L’epidemia silenziosa dei disturbi alimentari colpisce sempre più persone, soprattutto i più giovani. Una patologia che vede non solo l’alterazione di se stessi e un rapporto sbagliato con il cibo, ma che ha le sue cause in più fattori collegati tra loro.
COSA SONO «I disturbi del comportamento alimentare (Dca) sono malattie complesse che coinvolgono sia fattori biologici sia psicologici – spiega la dottoressa Alessandra Esposito, biologa nutrizionista – e si manifestano attraverso comportamenti alimentari disfunzionali e preoccupazioni eccessive nei confronti del peso e della forma corporea». Si tratta più nello specifico di patologie come anoressia nervosa, disturbo evitante-restrittivo dell’assunzione di cibo, “binge-eating” (assunzione compulsiva di cibo), bulimia nervosa, picacismo e disturbo da ruminazione.
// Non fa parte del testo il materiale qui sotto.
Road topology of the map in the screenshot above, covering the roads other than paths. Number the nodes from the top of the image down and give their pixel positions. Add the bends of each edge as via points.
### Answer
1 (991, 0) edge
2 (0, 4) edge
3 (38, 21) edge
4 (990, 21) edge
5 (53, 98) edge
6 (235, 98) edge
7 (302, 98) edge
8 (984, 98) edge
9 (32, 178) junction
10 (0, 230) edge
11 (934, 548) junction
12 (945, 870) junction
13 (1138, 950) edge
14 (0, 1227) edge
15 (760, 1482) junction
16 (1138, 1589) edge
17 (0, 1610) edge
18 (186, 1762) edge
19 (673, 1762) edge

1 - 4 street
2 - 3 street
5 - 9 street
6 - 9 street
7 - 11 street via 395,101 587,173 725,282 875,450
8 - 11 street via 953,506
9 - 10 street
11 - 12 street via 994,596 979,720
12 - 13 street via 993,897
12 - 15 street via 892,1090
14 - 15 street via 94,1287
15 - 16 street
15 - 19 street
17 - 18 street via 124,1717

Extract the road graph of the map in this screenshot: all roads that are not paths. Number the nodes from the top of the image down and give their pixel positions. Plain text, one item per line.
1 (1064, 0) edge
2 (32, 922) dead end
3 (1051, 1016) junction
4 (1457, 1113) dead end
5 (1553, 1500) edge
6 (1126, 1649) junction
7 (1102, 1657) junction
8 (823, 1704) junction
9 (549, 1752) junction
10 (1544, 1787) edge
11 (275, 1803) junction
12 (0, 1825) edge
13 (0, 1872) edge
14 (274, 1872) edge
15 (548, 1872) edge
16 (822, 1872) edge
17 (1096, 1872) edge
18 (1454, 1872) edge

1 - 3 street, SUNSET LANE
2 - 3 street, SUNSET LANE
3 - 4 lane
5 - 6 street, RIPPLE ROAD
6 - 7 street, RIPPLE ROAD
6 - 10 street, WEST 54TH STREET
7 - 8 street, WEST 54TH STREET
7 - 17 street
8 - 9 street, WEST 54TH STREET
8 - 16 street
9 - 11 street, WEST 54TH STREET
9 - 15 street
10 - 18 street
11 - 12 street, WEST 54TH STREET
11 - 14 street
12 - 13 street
Tutte forme di Dca descritte nella quinta edizione del Manuale diagnostico e statistico dei disturbi mentali, il DSM-5.
FATTORI A contribuire allo sviluppo di questi disturbi non ci sono solo cause psicologiche, ma anche altri fattori. «I fattori che contribuiscono allo sviluppo dei Dca sono molto complessi – continua Esposito – e includono molti fattori biologici. Tra questi, alterazioni del funzionamento di alcune aree del cervello e modifiche nei livelli dei neurotrasmettitori». Un contributo importante viene ricoperto soprattutto da fattori psicologici.
Depressione, bassa autostima, ansia ed esperienze traumatiche, come lutti o abusi, hanno un ruolo fondamentale nello sviluppo di questi disturbi.
APPROCCIO Essendo quindi patologie influenzate da cause multifattoriali, è quindi necessario un tipo di approccio particolare. «Per andare incontro a questi problemi – continua la biologa nutrizionista – è fondamentale un approccio multidisciplinare. Qui diversi professionisti lavorano insieme per aiutare nel modo più completo la persona». Un lavoro che quindi non può essere messo in atto dalla sola figura del biologo nutrizionista, ma che vede una vera e propria rete con un team sanitario. «Il fine della mia figura è quello di portare la persona a fare pace con il cibo, a nutrirsi in modo adeguato e a imparare ad ascoltare i segnali che l’organismo manda. Tuttavia il nutrizionista non può lavorare in esclusività, ma deve strutturare un lavoro di gruppo con psichiatra, psicologo, medico di base, endocrinologo ed eventualmente altri professionisti, in base alla situazione specifica».
EDUCAZIONE Su questo gioca un ruolo fondamentale un buon rapporto con il cibo. «Una sana e rispettosa educazione alimentare dovrebbe essere trasmessa di generazione in generazione – conclude Esposito – a partire dalla scuola e dalla prima infanzia. Si tende a pensare che educazione alimentare o dieta significhino privazione, ma non è nulla di più sbagliato. Il loro vero significato è equilibrio e benessere».